Second, the co-existence of a broad diversity of reasonable values leads to sometimes irreconcilable disagreement about what should be prioritised in healthcare terms. This is referred to by the author as the “liberalism problem” and he believes that CHAT is not able to address the social conflict arising from the existing moral diversity. This, he believes, is particularly relevant in the fields of assisted dying and emerging genetic technologies. Strong religious beliefs in a pluralistic society may mean that the “mutual respect” advocated by those participating in the CHAT exercise is not enough to resolve fundamental questions of life, death and what it means to be human for all individuals in society.

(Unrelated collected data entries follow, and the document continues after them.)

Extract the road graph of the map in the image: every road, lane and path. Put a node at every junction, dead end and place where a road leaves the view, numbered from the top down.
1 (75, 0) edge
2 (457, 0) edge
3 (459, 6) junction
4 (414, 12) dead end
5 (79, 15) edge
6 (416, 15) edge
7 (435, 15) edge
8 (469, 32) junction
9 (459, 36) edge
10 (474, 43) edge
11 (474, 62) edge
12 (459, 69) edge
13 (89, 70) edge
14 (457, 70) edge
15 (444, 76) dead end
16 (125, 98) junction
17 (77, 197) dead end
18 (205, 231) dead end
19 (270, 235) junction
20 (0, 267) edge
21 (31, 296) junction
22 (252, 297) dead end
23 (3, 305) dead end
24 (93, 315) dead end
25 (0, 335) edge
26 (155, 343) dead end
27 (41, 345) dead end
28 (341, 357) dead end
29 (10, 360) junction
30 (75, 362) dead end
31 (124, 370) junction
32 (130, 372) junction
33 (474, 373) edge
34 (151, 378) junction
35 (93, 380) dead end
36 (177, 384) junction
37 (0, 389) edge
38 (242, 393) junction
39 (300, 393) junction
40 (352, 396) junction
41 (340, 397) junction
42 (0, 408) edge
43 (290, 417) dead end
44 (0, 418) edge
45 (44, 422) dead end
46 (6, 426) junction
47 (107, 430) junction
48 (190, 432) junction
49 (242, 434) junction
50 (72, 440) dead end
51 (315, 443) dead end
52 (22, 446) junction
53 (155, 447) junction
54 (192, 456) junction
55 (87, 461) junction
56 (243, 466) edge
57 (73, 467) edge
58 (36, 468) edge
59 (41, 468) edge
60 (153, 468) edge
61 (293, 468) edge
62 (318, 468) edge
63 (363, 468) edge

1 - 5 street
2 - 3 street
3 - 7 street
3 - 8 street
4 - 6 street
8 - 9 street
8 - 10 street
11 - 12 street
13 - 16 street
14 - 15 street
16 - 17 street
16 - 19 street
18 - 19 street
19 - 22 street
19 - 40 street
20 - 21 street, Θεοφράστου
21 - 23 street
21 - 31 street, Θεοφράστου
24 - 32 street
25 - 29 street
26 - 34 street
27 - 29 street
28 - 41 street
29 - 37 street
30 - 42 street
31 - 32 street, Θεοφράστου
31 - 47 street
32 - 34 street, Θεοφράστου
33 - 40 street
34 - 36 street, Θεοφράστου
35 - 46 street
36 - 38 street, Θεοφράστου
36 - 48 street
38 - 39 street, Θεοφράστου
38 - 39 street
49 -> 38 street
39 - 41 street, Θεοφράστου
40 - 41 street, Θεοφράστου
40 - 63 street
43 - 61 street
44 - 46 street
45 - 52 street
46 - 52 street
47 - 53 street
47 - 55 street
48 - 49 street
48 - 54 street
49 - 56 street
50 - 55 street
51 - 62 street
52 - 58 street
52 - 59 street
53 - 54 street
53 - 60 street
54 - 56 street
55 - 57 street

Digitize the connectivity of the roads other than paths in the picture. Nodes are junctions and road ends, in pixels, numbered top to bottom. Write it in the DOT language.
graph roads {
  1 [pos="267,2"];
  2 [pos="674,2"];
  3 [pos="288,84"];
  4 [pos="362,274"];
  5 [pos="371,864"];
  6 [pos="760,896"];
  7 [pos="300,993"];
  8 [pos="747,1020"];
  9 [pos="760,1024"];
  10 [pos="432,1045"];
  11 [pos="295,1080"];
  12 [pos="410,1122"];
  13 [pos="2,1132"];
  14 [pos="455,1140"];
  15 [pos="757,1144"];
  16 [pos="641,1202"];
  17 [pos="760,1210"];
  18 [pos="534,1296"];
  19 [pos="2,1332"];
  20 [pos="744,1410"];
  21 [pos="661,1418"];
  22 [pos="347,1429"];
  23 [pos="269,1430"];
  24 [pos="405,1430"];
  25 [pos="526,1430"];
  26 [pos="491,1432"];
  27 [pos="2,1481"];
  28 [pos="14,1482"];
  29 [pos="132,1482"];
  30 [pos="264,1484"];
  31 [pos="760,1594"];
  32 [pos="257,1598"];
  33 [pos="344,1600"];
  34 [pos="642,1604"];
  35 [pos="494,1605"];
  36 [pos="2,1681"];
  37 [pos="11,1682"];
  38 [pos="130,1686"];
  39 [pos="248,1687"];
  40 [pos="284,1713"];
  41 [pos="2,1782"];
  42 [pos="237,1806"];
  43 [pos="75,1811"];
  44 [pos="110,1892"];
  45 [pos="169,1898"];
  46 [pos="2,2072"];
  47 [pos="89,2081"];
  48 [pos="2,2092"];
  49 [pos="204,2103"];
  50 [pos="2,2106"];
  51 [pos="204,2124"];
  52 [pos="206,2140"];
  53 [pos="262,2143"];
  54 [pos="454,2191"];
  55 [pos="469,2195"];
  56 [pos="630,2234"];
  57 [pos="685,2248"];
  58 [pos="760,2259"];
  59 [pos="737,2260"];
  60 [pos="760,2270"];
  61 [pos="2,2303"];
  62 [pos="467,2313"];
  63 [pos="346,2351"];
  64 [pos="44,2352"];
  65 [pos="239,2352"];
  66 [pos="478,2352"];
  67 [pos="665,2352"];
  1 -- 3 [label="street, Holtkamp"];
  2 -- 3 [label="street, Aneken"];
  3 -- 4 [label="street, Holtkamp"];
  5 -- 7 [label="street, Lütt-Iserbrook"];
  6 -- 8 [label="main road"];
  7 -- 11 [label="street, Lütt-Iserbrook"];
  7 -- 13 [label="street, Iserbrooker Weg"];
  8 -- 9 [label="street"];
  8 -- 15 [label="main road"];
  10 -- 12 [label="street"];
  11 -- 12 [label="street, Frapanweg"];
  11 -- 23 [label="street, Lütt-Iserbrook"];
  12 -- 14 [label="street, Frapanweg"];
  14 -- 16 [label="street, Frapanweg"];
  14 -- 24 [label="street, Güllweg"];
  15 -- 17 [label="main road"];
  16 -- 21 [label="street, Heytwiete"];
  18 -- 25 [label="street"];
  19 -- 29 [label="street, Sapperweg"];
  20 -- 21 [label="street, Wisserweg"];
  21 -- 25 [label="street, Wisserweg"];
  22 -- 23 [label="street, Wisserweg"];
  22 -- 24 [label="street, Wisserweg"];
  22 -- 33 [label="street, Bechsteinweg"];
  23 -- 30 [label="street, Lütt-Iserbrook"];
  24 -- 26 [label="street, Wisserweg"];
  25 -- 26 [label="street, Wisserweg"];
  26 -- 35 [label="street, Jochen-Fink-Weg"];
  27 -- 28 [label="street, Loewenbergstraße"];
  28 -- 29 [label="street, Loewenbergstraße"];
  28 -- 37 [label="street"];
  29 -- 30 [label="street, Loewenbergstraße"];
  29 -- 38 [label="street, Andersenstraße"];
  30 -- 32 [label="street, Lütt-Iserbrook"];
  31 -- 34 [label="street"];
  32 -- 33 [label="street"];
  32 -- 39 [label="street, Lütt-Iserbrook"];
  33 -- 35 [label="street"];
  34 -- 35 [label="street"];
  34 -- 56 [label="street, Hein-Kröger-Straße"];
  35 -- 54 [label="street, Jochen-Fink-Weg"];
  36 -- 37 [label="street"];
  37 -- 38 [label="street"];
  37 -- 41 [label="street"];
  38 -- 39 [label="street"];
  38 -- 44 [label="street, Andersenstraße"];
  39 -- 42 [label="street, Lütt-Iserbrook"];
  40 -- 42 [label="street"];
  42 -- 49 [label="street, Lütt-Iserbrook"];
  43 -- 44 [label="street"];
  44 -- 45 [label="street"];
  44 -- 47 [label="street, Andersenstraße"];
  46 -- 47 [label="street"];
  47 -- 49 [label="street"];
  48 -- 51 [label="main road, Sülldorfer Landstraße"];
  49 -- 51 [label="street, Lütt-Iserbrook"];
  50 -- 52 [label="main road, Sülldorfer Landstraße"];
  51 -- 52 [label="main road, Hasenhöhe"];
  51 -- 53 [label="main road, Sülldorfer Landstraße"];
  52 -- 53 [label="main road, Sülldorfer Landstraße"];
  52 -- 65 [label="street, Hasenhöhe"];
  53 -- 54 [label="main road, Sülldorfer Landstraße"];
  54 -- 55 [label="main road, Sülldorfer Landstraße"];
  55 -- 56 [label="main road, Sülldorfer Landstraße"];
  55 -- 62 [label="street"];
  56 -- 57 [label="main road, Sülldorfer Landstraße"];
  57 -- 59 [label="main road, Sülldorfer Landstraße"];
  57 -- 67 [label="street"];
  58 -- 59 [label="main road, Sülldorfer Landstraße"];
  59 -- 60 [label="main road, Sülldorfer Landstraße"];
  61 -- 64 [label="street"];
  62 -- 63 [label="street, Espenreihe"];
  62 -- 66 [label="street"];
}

The third and final objection posed by the author is the disagreement over which theory of justice ultimately determines whether a decision is fair. Decisions of prioritisation are complex and the justice principle invoked in whether a specific technology should be rationed is very much context dependent. For example, whereas appeals to a libertarian kind of personal responsibility may be used as an argument for rationing treatment to smokers, a prioritarian inspired compassion for the very ill patient may motivate the endorsement of extraordinarily expensive treatment even when the chances of medical success are minimal.
I tend to agree with the author that a 3-hour deliberative process may not yield the answers we need to solve the abundant healthcare prioritisation questions. However, it seems to be a positive step towards establishing whether, as Rawls believed, there is a set of widely held moral initiations that can help inform prioritisation in healthcare.
1 https://www.england.nhs.uk/cancer/cdf/
References
- Daniels N. Accountability for reasonableness: Establishing a fair process for priority setting is easier than agreeing on principles. BMJ: British Medical Journal. 2000;321(7272):1300.
- Rawls J. A theory of justice: Harvard university press; 2009.
- Dorsey D. The basic minimum: A welfarist approach: Cambridge University Press; 2012.
- Dworkin R. Sovereign virtue: The theory and practice of equality: Harvard university press; 2002.
- Mill JS. On Liberty, Utilitarianism, and other essays: Oxford University Press, USA; 2015.